Gospa is a 1995 religious drama starring Martin Sheen and Morgan Fairchild about pilgrimages to a small village in Herzegovina where six school children say the Virgin Mary ("Our Lady", ) appeared in 1981 (see Our Lady of Međugorje).

The movie highlights alleged persecutions of Catholic Croats, particularly of the clergy, by the communist authorities of the Socialist Federal Republic of Yugoslavia. Martin Sheen plays Franciscan priest Jozo Zovko, who was tried for sedition by the Yugoslav government.

Cast 
Martin Sheen as Father Jozo Zovko 
Michael York as Milan Vuković 
Morgan Fairchild as Sister Fabijana Zovko 
Paul Guilfoyle  as Miodrag Dobrović   
Ray Girardin as father Zrinko Čuvalo 
Frank Finlay as Monsignor 
Tony Zazula as prosecutor Govanović 
William Hootkins as judge Marulić 
Angelo Santiago as Vlado Palić  
Mustafa Nadarević as major Stović
Slavko Brankov as 2nd Jail Guard 
Daniela Čolić-Prizmić as French Journalist (as Nela Čolić-Prizmić)
Anica Tomić as Mirjana Dragičević

Reception
The film won the Golden Gate of Pula (audience award for best film as voted by festival audiences) at the 42nd Pula Film Festival, and Vjesnik award Jelen.

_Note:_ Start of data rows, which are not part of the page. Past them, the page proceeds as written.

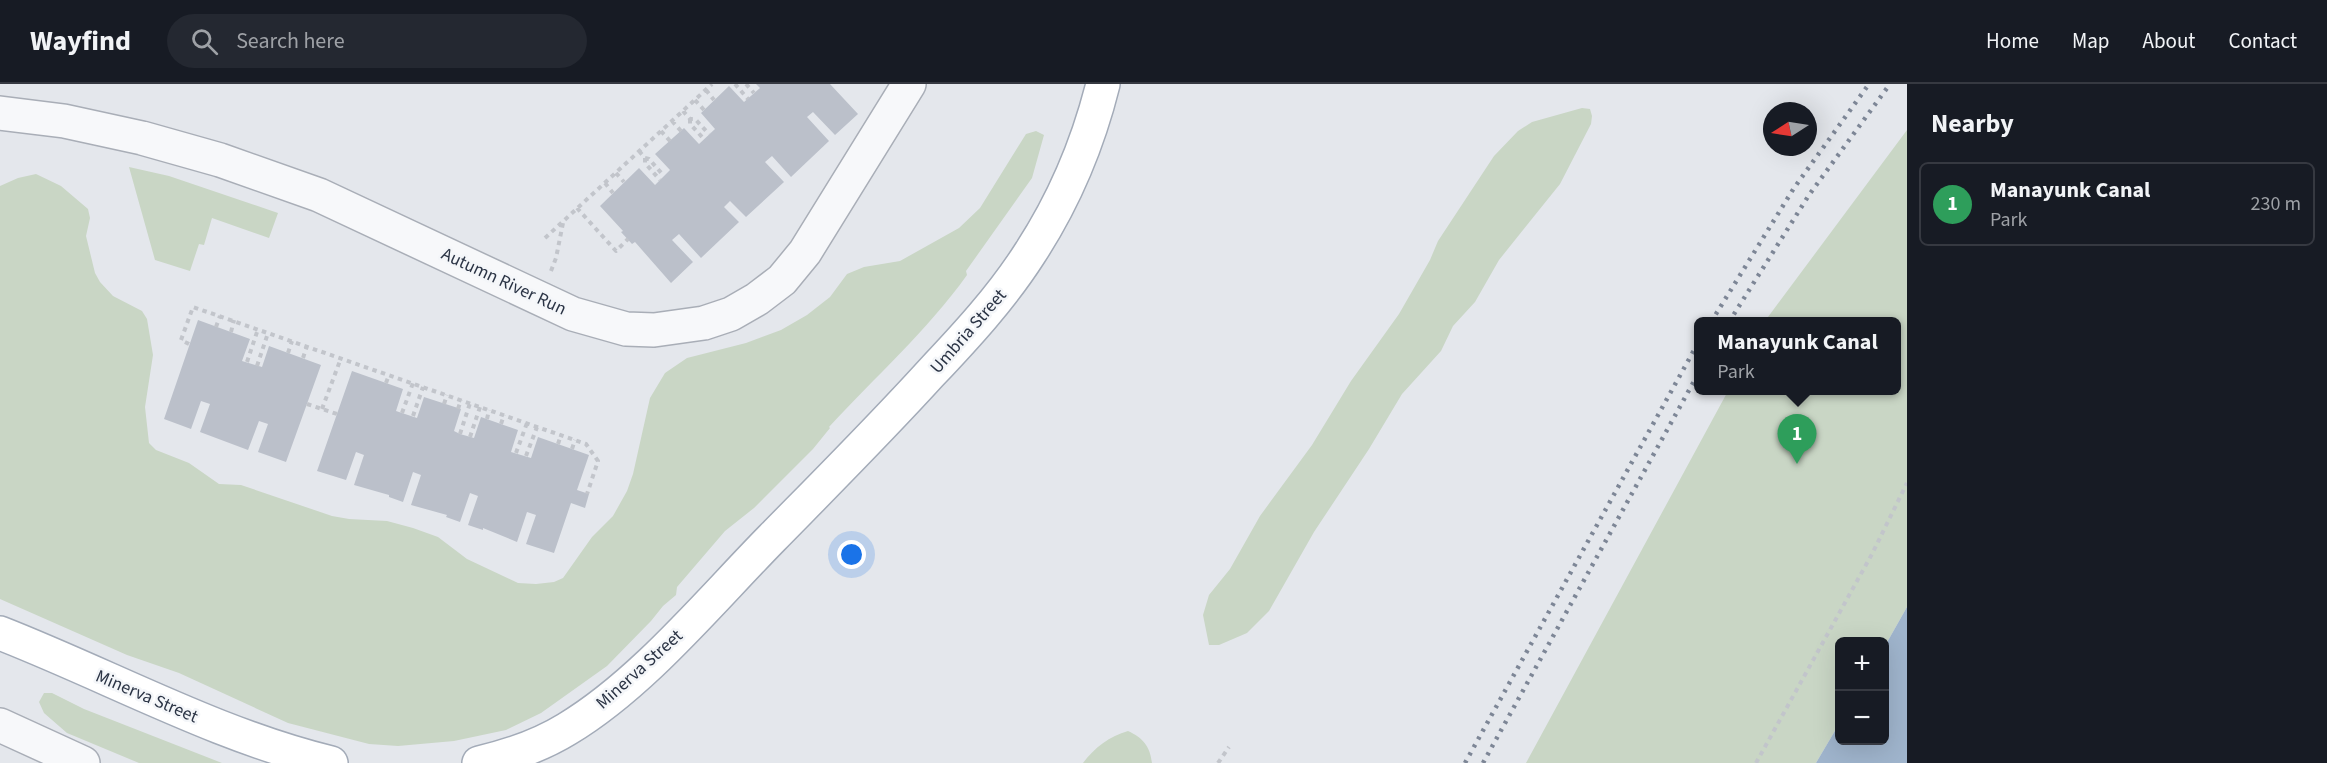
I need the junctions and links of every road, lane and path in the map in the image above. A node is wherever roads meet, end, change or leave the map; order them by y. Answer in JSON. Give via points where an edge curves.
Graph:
{"nodes":[{"id":1,"x":712,"y":84,"type":"edge"},
{"id":2,"x":735,"y":84,"type":"edge"},
{"id":3,"x":746,"y":84,"type":"edge"},
{"id":4,"x":909,"y":84,"type":"edge"},
{"id":5,"x":1103,"y":84,"type":"edge"},
{"id":6,"x":706,"y":90,"type":"junction"},
{"id":7,"x":754,"y":93,"type":"dead end"},
{"id":8,"x":748,"y":99,"type":"dead end"},
{"id":9,"x":694,"y":100,"type":"junction"},
{"id":10,"x":714,"y":100,"type":"dead end"},
{"id":11,"x":704,"y":110,"type":"dead end"},
{"id":12,"x":683,"y":111,"type":"junction"},
{"id":13,"x":0,"y":113,"type":"edge"},
{"id":14,"x":690,"y":119,"type":"junction"},
{"id":15,"x":672,"y":121,"type":"junction"},
{"id":16,"x":661,"y":131,"type":"junction"},
{"id":17,"x":681,"y":131,"type":"dead end"},
{"id":18,"x":709,"y":134,"type":"dead end"},
{"id":19,"x":704,"y":139,"type":"dead end"},
{"id":20,"x":670,"y":141,"type":"dead end"},
{"id":21,"x":639,"y":152,"type":"junction"},
{"id":22,"x":645,"y":158,"type":"junction"},
{"id":23,"x":616,"y":173,"type":"junction"},
{"id":24,"x":664,"y":176,"type":"dead end"},
{"id":25,"x":660,"y":180,"type":"dead end"},
{"id":26,"x":624,"y":182,"type":"dead end"},
{"id":27,"x":605,"y":183,"type":"junction"},
{"id":28,"x":613,"y":193,"type":"dead end"},
{"id":29,"x":577,"y":208,"type":"junction"},
{"id":30,"x":563,"y":221,"type":"junction"},
{"id":31,"x":545,"y":238,"type":"dead end"},
{"id":32,"x":628,"y":239,"type":"dead end"},
{"id":33,"x":550,"y":274,"type":"dead end"},
{"id":34,"x":220,"y":315,"type":"junction"},
{"id":35,"x":234,"y":320,"type":"junction"},
{"id":36,"x":216,"y":327,"type":"dead end"},
{"id":37,"x":258,"y":329,"type":"junction"},
{"id":38,"x":231,"y":332,"type":"dead end"},
{"id":39,"x":268,"y":333,"type":"junction"},
{"id":40,"x":292,"y":341,"type":"junction"},
{"id":41,"x":189,"y":344,"type":"dead end"},
{"id":42,"x":307,"y":346,"type":"junction"},
{"id":43,"x":288,"y":353,"type":"dead end"},
{"id":44,"x":303,"y":358,"type":"dead end"},
{"id":45,"x":341,"y":358,"type":"junction"},
{"id":46,"x":247,"y":362,"type":"dead end"},
{"id":47,"x":257,"y":366,"type":"dead end"},
{"id":48,"x":374,"y":370,"type":"junction"},
{"id":49,"x":389,"y":375,"type":"junction"},
{"id":50,"x":372,"y":378,"type":"dead end"},
{"id":51,"x":386,"y":383,"type":"dead end"},
{"id":52,"x":413,"y":383,"type":"junction"},
{"id":53,"x":423,"y":387,"type":"junction"},
{"id":54,"x":447,"y":395,"type":"junction"},
{"id":55,"x":461,"y":400,"type":"junction"},
{"id":56,"x":470,"y":403,"type":"junction"},
{"id":57,"x":307,"y":404,"type":"dead end"},
{"id":58,"x":444,"y":404,"type":"dead end"},
{"id":59,"x":480,"y":407,"type":"junction"},
{"id":60,"x":322,"y":409,"type":"junction"},
{"id":61,"x":458,"y":409,"type":"dead end"},
{"id":62,"x":489,"y":410,"type":"junction"},
{"id":63,"x":402,"y":413,"type":"dead end"},
{"id":64,"x":337,"y":414,"type":"dead end"},
{"id":65,"x":504,"y":415,"type":"junction"},
{"id":66,"x":413,"y":416,"type":"dead end"},
{"id":67,"x":487,"y":419,"type":"dead end"},
{"id":68,"x":527,"y":423,"type":"junction"},
{"id":69,"x":501,"y":424,"type":"dead end"},
{"id":70,"x":537,"y":427,"type":"junction"},
{"id":71,"x":460,"y":434,"type":"dead end"},
{"id":72,"x":561,"y":435,"type":"junction"},
{"id":73,"x":470,"y":437,"type":"dead end"},
{"id":74,"x":575,"y":440,"type":"junction"},
{"id":75,"x":558,"y":444,"type":"dead end"},
{"id":76,"x":572,"y":449,"type":"dead end"},
{"id":77,"x":516,"y":453,"type":"dead end"},
{"id":78,"x":526,"y":456,"type":"dead end"},
{"id":79,"x":1907,"y":483,"type":"edge"},
{"id":80,"x":587,"y":494,"type":"dead end"},
{"id":81,"x":772,"y":537,"type":"joint"},
{"id":82,"x":0,"y":633,"type":"edge"},
{"id":83,"x":0,"y":725,"type":"edge"},
{"id":84,"x":1229,"y":747,"type":"dead end"},
{"id":85,"x":83,"y":763,"type":"edge"},
{"id":86,"x":331,"y":763,"type":"edge"},
{"id":87,"x":479,"y":763,"type":"edge"},
{"id":88,"x":1218,"y":763,"type":"edge"},
{"id":89,"x":1756,"y":763,"type":"edge"}],
"edges":[{"from":1,"to":6,"type":"path"},
{"from":2,"to":8,"type":"path"},
{"from":3,"to":7,"type":"path"},
{"from":4,"to":13,"type":"street","name":"Autumn River Run","via":[[805,252],[782,280],[731,314],[704,323],[654,330],[626,329],[573,314],[320,195],[220,160],[64,121]]},
{"from":5,"to":81,"type":"main road","name":"Umbria Street","via":[[1077,165],[1061,200],[1007,285],[895,412]]},
{"from":6,"to":9,"type":"path"},
{"from":6,"to":10,"type":"path"},
{"from":9,"to":11,"type":"path"},
{"from":9,"to":12,"type":"path"},
{"from":12,"to":14,"type":"path"},
{"from":12,"to":15,"type":"path"},
{"from":14,"to":18,"type":"path","via":[[695,119]]},
{"from":14,"to":19,"type":"path"},
{"from":15,"to":16,"type":"path"},
{"from":15,"to":17,"type":"path"},
{"from":16,"to":20,"type":"path"},
{"from":16,"to":21,"type":"path"},
{"from":21,"to":22,"type":"path"},
{"from":21,"to":23,"type":"path"},
{"from":22,"to":24,"type":"path"},
{"from":22,"to":25,"type":"path"},
{"from":23,"to":26,"type":"path"},
{"from":23,"to":27,"type":"path"},
{"from":27,"to":28,"type":"path"},
{"from":27,"to":29,"type":"path"},
{"from":29,"to":30,"type":"path"},
{"from":29,"to":32,"type":"path","via":[[616,251]]},
{"from":30,"to":31,"type":"path"},
{"from":30,"to":33,"type":"path"},
{"from":34,"to":35,"type":"path"},
{"from":34,"to":36,"type":"path"},
{"from":34,"to":41,"type":"path","via":[[193,306],[181,340]]},
{"from":35,"to":37,"type":"path"},
{"from":35,"to":38,"type":"path"},
{"from":37,"to":39,"type":"path"},
{"from":37,"to":46,"type":"path"},
{"from":39,"to":40,"type":"path"},
{"from":39,"to":47,"type":"path"},
{"from":40,"to":42,"type":"path"},
{"from":40,"to":43,"type":"path"},
{"from":42,"to":44,"type":"path"},
{"from":42,"to":45,"type":"path"},
{"from":45,"to":48,"type":"path"},
{"from":45,"to":60,"type":"path"},
{"from":48,"to":49,"type":"path"},
{"from":48,"to":50,"type":"path"},
{"from":49,"to":51,"type":"path"},
{"from":49,"to":52,"type":"path"},
{"from":52,"to":53,"type":"path"},
{"from":52,"to":63,"type":"path"},
{"from":53,"to":54,"type":"path"},
{"from":53,"to":66,"type":"path"},
{"from":54,"to":55,"type":"path"},
{"from":54,"to":58,"type":"path"},
{"from":55,"to":56,"type":"path"},
{"from":55,"to":61,"type":"path"},
{"from":56,"to":59,"type":"path"},
{"from":56,"to":71,"type":"path"},
{"from":57,"to":60,"type":"path"},
{"from":59,"to":62,"type":"path"},
{"from":59,"to":73,"type":"path"},
{"from":60,"to":64,"type":"path"},
{"from":62,"to":65,"type":"path"},
{"from":62,"to":67,"type":"path"},
{"from":65,"to":68,"type":"path"},
{"from":65,"to":69,"type":"path"},
{"from":68,"to":70,"type":"path"},
{"from":68,"to":77,"type":"path"},
{"from":70,"to":72,"type":"path"},
{"from":70,"to":78,"type":"path"},
{"from":72,"to":74,"type":"path"},
{"from":72,"to":75,"type":"path"},
{"from":74,"to":76,"type":"path"},
{"from":74,"to":80,"type":"path","via":[[586,444],[598,461]]},
{"from":79,"to":89,"type":"path"},
{"from":81,"to":87,"type":"main road","name":"Minerva Street","via":[[613,696],[567,729],[517,752]]},
{"from":82,"to":86,"type":"main road","name":"Minerva Street","via":[[232,731]]},
{"from":83,"to":85,"type":"street"},
{"from":84,"to":88,"type":"path"}]}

Roger Ebert gave Gospa two stars out of four. He noted the enthusiastic responses by the film's audiences in the United States, but felt that its "impact is religious and political, not cinematic", and that "it really isn't a very good film". In 2014, Croatian TV critic Zrinka Pavlić described it as a "bad film, with bad acting and an almost cartoon-like depiction of the situation it deals with".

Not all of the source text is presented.